At a more visceral level, you can see and taste air inequality when you fly into a place like Delhi, where we were last week for a workshop, funded by the Open Science Prize.

And this graph shows air inequality from a research and ultimately a data perspective:

The blue dots are cities that have been relatively well-researched in the scientific literature regarding pollution, and significant number of them have relatively low pollution levels.

Contrast that with these red dot places. These were, in 2011, the top 10 most polluted places on the planet — for which there were data.

And, if you sum up all of the air pollution-related papers published at that point for these red dot places, you get this dashed red line — 41 papers.
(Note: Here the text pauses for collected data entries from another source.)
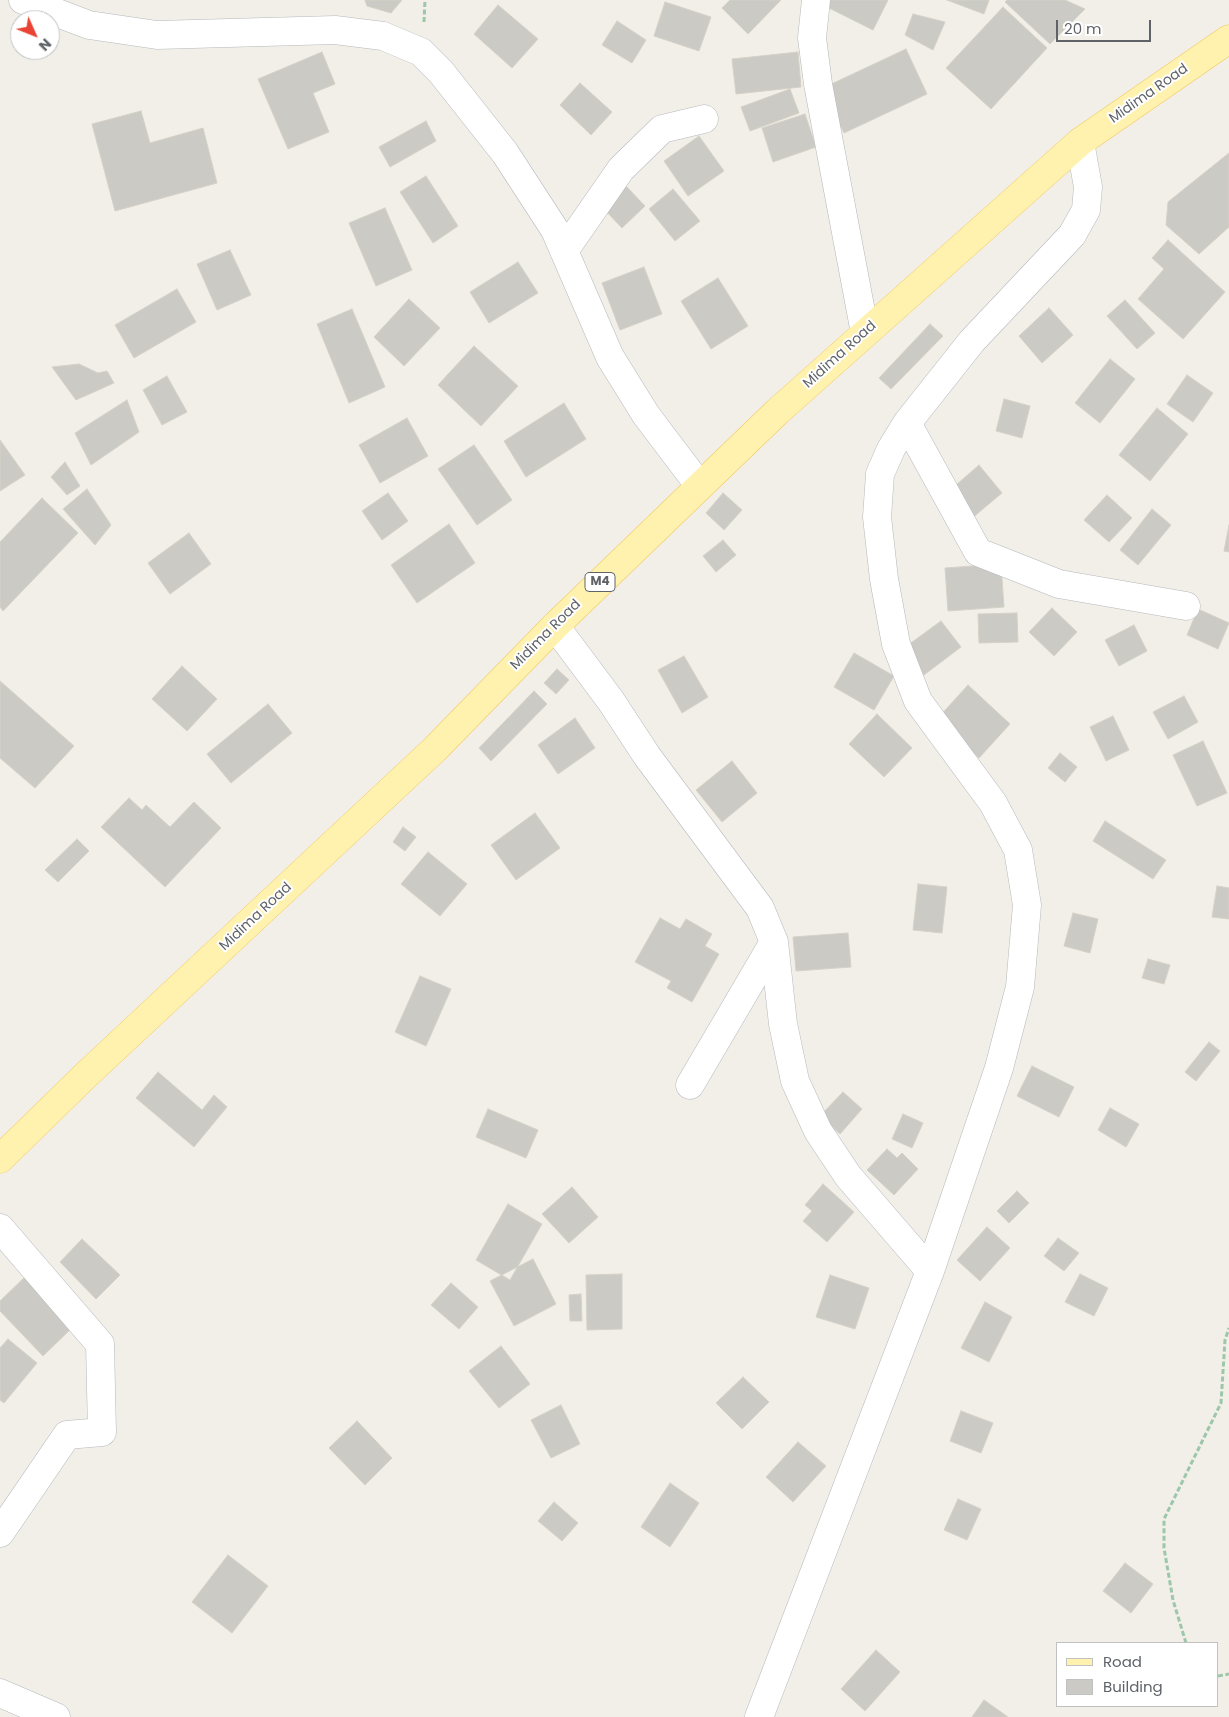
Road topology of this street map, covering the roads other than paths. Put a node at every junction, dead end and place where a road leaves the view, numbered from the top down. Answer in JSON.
{"nodes":[{"id":1,"x":23,"y":0,"type":"edge"},
{"id":2,"x":816,"y":0,"type":"edge"},
{"id":3,"x":1229,"y":39,"type":"edge"},
{"id":4,"x":704,"y":119,"type":"dead end"},
{"id":5,"x":1080,"y":142,"type":"junction"},
{"id":6,"x":564,"y":251,"type":"junction"},
{"id":7,"x":865,"y":332,"type":"junction"},
{"id":8,"x":906,"y":423,"type":"junction"},
{"id":9,"x":699,"y":485,"type":"junction"},
{"id":10,"x":1186,"y":606,"type":"dead end"},
{"id":11,"x":555,"y":626,"type":"junction"},
{"id":12,"x":774,"y":942,"type":"junction"},
{"id":13,"x":690,"y":1085,"type":"dead end"},
{"id":14,"x":0,"y":1159,"type":"edge"},
{"id":15,"x":0,"y":1228,"type":"edge"},
{"id":16,"x":930,"y":1271,"type":"junction"},
{"id":17,"x":0,"y":1533,"type":"edge"},
{"id":18,"x":0,"y":1693,"type":"edge"},
{"id":19,"x":56,"y":1717,"type":"edge"},
{"id":20,"x":759,"y":1717,"type":"edge"}],
"edges":[{"from":1,"to":6,"type":"street"},
{"from":2,"to":7,"type":"street"},
{"from":3,"to":5,"type":"main road","name":"Midima Road","number":"M4"},
{"from":4,"to":6,"type":"street"},
{"from":5,"to":7,"type":"main road","name":"Midima Road","number":"M4"},
{"from":5,"to":8,"type":"street"},
{"from":6,"to":9,"type":"street"},
{"from":7,"to":9,"type":"main road","name":"Midima Road","number":"M4"},
{"from":8,"to":10,"type":"street"},
{"from":8,"to":16,"type":"street"},
{"from":9,"to":11,"type":"main road","name":"Midima Road","number":"M4"},
{"from":11,"to":12,"type":"street"},
{"from":11,"to":14,"type":"main road","name":"Midima Road","number":"M4"},
{"from":12,"to":13,"type":"street"},
{"from":12,"to":16,"type":"street"},
{"from":15,"to":17,"type":"street"},
{"from":16,"to":20,"type":"street"},
{"from":18,"to":19,"type":"street"}]}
That’s 5 times less papers — for all of these cities — than there exists for Houston, Texas, which has an order of magnitude of cleaner air.

This research gap isn’t just about ‘fairness’ in scientific research — it’s about a fundamental lack of scientific progress because of this gap.

From multiple large cohort epidemiological studies — many of which have relied on open air quality data from governments, we have a robust scientific understanding of the impact of air pollution on health in places like the US and EU. We lack this same scientific, policy-relevant understanding in places with severe air pollution, where billions live.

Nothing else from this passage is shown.